Dobra wiadomość dla wędkarzy z Mazowsza. Chodzi o zarybianie Narwi

  • 08.06.2024 17:52

  • Aktualizacja: 18:07 08.06.2024

Do rzeki Narew trafiło ponad 150 tys. sztuk narybku, łącznie 30 worów, a w nich letni kleń i jaź. Wcześniej w rzece pojawił się sandacz. To dobra wiadomość dla mazowieckich wędkarzy. Jak jednak przypomina, prezes koła wędkarskiego PZW 38 w Ostrołęce, aby legalnie łowić, trzeba przestrzegać dwóch podstawowych zasad.


 

Narew została zarybiona. Do rzeki trafiło ponad 150 tys. sztuk narybku. Tym razem to narybek letniego klenia, jazia i 50 tysięcy bolenia.

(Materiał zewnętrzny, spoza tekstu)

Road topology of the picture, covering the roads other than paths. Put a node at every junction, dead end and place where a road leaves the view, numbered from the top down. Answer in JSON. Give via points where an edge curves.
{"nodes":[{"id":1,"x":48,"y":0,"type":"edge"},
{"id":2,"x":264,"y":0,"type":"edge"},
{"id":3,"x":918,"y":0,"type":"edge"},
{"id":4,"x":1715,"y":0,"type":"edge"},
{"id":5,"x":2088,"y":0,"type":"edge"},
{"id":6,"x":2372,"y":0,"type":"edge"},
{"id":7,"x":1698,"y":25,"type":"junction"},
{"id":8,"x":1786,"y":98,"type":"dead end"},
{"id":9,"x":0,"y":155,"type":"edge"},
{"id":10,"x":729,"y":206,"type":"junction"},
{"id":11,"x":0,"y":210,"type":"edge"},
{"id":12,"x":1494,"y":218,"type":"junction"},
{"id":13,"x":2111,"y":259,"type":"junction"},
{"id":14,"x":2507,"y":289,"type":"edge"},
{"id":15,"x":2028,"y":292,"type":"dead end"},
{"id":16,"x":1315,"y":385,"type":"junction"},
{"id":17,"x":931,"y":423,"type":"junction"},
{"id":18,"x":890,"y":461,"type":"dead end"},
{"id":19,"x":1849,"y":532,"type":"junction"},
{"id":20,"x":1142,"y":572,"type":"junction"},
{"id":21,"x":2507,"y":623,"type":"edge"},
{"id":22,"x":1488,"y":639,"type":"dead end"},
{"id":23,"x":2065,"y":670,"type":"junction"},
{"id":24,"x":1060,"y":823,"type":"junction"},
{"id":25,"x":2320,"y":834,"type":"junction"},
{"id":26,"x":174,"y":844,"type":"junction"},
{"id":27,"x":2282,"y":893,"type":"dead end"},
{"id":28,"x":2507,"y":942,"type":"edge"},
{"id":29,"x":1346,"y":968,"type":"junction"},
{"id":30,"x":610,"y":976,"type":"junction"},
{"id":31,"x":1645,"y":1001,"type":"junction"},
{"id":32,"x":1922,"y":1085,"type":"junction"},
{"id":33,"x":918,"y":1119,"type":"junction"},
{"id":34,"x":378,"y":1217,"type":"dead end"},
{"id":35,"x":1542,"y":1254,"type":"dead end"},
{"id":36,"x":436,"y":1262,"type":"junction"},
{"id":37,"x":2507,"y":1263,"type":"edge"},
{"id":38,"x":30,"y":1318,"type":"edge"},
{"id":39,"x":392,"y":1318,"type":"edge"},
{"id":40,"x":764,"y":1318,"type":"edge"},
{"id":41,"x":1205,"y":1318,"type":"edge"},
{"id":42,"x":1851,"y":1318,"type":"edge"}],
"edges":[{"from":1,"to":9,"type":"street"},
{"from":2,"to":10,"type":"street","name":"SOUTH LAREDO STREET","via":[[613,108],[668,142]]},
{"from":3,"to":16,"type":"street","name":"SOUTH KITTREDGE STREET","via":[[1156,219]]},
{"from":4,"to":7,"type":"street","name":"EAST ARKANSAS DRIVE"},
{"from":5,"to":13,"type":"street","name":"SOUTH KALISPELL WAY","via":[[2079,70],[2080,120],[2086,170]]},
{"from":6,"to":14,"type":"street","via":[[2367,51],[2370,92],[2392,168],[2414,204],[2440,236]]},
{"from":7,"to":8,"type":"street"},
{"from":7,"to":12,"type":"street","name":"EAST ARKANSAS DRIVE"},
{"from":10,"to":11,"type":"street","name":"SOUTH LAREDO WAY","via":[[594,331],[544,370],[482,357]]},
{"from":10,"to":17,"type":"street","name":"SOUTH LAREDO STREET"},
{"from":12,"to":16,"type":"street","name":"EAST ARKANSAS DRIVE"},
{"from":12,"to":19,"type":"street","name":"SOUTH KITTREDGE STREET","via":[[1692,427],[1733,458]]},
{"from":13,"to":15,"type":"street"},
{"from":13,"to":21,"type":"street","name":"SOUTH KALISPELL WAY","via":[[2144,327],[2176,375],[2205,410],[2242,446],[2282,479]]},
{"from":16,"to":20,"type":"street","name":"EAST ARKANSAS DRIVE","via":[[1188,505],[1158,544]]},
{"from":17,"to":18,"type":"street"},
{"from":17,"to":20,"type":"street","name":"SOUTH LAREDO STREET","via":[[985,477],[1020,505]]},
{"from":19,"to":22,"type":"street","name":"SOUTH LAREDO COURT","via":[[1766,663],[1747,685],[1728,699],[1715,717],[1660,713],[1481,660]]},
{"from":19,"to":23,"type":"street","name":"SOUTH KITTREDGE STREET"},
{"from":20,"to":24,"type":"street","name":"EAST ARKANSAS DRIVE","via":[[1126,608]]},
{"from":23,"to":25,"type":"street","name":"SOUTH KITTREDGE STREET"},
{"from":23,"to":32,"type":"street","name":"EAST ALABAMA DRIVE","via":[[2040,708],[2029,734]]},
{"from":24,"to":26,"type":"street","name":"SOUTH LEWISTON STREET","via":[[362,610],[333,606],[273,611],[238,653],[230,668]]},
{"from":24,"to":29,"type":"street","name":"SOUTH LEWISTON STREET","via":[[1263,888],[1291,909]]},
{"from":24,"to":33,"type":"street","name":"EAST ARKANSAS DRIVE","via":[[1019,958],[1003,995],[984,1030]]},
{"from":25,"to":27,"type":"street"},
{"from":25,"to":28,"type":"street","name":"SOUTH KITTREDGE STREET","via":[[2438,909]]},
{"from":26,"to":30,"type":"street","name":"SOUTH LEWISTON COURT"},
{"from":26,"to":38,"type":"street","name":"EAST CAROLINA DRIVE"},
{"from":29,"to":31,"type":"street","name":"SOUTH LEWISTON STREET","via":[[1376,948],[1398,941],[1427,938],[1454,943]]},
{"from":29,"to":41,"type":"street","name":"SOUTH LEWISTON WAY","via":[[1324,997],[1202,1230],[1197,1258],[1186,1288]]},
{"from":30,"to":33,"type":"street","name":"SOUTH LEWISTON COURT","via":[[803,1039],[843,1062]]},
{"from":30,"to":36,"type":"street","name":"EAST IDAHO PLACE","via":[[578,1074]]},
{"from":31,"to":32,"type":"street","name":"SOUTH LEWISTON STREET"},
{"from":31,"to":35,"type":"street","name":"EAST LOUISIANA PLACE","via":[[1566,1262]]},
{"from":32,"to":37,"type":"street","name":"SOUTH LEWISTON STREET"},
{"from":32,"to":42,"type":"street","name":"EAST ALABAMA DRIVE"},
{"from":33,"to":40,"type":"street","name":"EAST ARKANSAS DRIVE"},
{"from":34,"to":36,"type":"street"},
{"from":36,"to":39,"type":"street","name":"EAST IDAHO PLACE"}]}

– To było 156 tysięcy sztuk, czyli łącznie ponad 30 worów. Pościliśmy je z brzegu w kilkunastu punktach. Były to już jazie trochę odchowane. Będąc konsekwentnym, także okręg mazowiecki dokonał zarybienia narybkiem bolenia. Było to 50 tysięcy – mówi prezes koła wędkarskiego PZW 38 w Ostrołęce Andrzej Raszkiewicz.

Z kolei w maju do rzeki trafiło 2 tys. sztuk narybku sandacza.

Raszkiewicz przypomina, że aby legalnie łowić, trzeba przestrzegać dwóch podstawowych zasad.

 Żeby wędkować na rzecz Narwi, potrzebna jest karta wędkarska wydana przez starostwo albo przez urząd miejski, a do tej karty trzeba dokupić zezwolenia do uprawiania wędkarska. Zezwolenie takie w tym roku kosztuje dla osoby dorosłej 440 zł, a dla młodzieży zaledwie 99 zł – podaje.

Wędkarzy może kontrolować straż rybacka. Za brak zezwoleń grozi mandat w wysokości 200 zł.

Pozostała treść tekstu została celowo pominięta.